Dataset records:
--------------------

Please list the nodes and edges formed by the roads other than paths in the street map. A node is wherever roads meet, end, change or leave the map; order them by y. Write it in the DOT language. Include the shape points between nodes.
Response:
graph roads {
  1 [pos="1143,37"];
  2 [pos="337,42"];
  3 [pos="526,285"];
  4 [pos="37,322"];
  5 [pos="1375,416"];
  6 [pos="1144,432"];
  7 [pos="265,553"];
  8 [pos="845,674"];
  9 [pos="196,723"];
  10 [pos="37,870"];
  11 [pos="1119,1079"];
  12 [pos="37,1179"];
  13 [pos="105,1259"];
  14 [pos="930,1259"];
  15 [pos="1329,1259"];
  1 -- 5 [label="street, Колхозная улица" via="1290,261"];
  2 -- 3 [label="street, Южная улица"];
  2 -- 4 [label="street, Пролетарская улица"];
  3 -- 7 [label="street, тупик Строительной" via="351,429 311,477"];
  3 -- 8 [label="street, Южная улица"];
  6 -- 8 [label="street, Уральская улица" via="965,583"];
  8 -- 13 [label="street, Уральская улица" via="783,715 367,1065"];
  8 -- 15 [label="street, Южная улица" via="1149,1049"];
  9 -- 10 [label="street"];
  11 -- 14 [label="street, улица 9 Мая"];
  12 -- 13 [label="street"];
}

--------------------

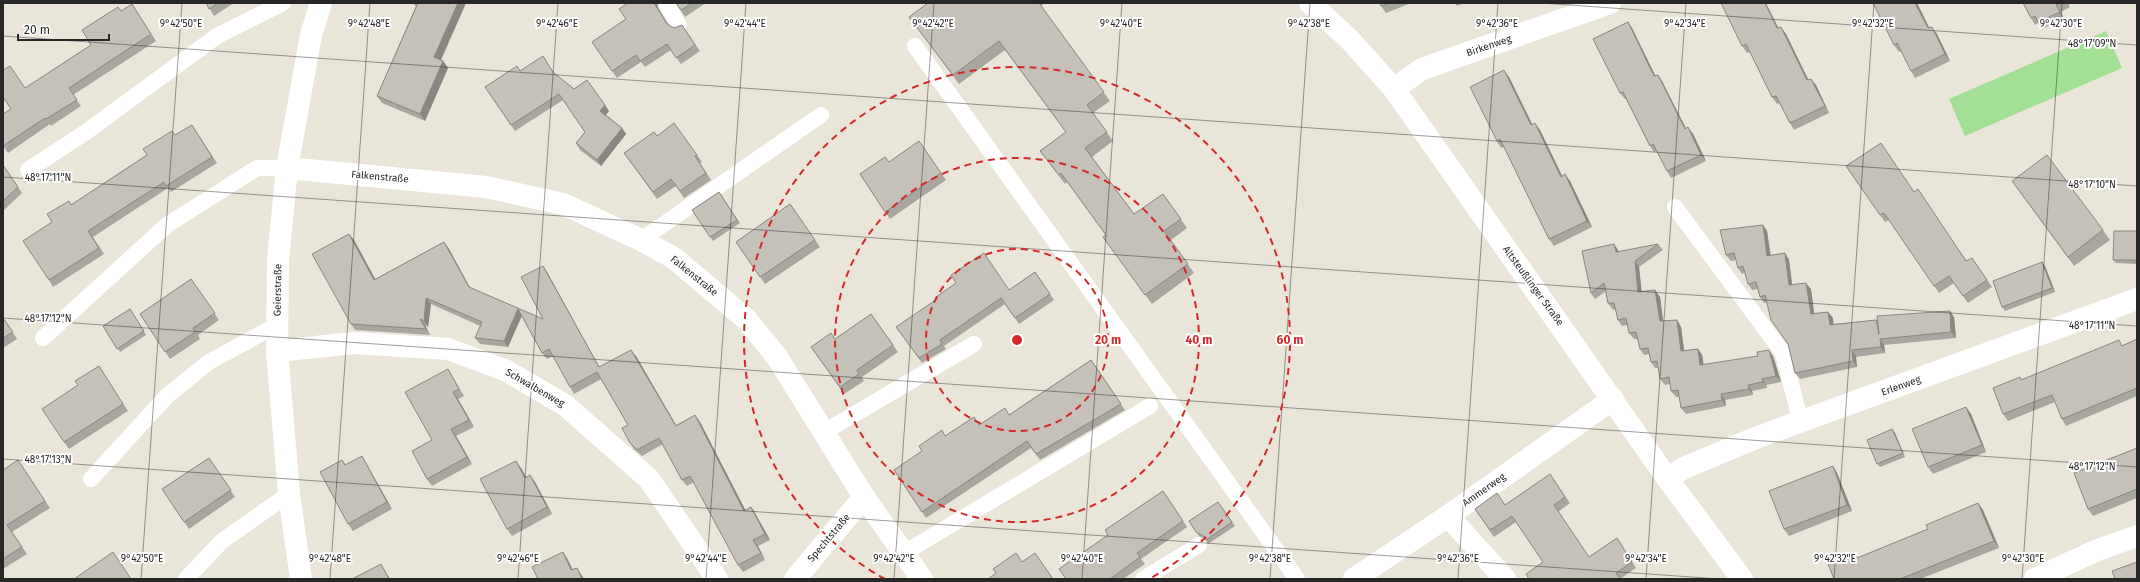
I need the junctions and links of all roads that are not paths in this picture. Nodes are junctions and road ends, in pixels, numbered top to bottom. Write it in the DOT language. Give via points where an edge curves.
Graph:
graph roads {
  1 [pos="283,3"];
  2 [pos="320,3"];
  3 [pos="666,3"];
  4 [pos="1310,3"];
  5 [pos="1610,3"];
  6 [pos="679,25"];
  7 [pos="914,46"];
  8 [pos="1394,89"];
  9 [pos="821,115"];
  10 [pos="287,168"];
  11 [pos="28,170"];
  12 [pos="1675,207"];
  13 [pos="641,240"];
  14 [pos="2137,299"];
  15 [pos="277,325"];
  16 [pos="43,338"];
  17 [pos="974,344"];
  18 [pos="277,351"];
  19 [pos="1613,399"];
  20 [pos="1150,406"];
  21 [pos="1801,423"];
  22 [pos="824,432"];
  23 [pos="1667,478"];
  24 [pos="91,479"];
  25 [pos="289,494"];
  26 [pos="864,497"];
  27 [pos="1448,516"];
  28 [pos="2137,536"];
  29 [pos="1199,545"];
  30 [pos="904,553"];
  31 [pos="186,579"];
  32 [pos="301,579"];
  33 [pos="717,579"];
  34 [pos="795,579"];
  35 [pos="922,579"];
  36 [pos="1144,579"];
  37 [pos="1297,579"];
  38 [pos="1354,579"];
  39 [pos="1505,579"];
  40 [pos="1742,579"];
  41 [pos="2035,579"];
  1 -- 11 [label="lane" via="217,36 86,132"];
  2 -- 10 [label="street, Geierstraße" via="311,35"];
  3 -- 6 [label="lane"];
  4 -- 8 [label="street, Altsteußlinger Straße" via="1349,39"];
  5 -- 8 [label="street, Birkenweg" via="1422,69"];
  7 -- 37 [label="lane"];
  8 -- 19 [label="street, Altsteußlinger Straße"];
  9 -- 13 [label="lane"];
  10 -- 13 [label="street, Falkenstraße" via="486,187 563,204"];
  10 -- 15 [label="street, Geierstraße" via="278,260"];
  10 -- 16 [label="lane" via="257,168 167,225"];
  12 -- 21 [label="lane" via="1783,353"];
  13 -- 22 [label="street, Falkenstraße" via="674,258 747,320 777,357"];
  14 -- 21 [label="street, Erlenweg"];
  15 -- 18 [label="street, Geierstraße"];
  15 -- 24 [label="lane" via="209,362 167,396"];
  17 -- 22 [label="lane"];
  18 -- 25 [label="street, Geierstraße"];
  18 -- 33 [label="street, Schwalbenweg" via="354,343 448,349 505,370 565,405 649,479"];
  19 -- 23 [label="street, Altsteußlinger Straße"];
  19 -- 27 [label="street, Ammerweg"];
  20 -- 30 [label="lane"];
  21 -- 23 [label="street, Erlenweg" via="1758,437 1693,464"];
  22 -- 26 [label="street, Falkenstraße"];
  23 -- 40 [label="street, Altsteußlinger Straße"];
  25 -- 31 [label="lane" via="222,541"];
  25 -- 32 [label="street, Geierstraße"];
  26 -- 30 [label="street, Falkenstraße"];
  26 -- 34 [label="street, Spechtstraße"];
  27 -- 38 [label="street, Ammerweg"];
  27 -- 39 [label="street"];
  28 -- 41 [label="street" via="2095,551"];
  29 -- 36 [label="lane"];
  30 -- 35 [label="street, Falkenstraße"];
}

--------------------

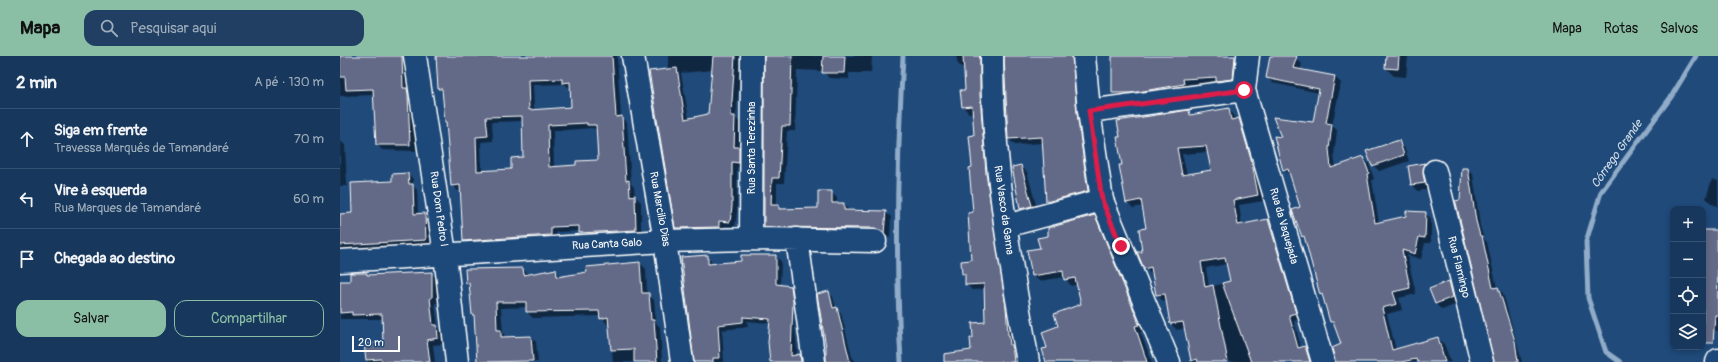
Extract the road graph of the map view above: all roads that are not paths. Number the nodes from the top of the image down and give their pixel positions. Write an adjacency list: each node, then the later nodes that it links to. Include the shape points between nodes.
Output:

--------------------

Task statement:
Reproduce each line above that contains "links".

Response to this task:
I need the junctions and links of all roads that are not paths in this picture. Nodes are junctions and road ends, in pixels, numbered top to bottom. Write it in the DOT language. Give via points where an edge curves.
Extract the road graph of the map view above: all roads that are not paths. Number the nodes from the top of the image down and give their pixel positions. Write an adjacency list: each node, then the later nodes that it links to. Include the shape points between nodes.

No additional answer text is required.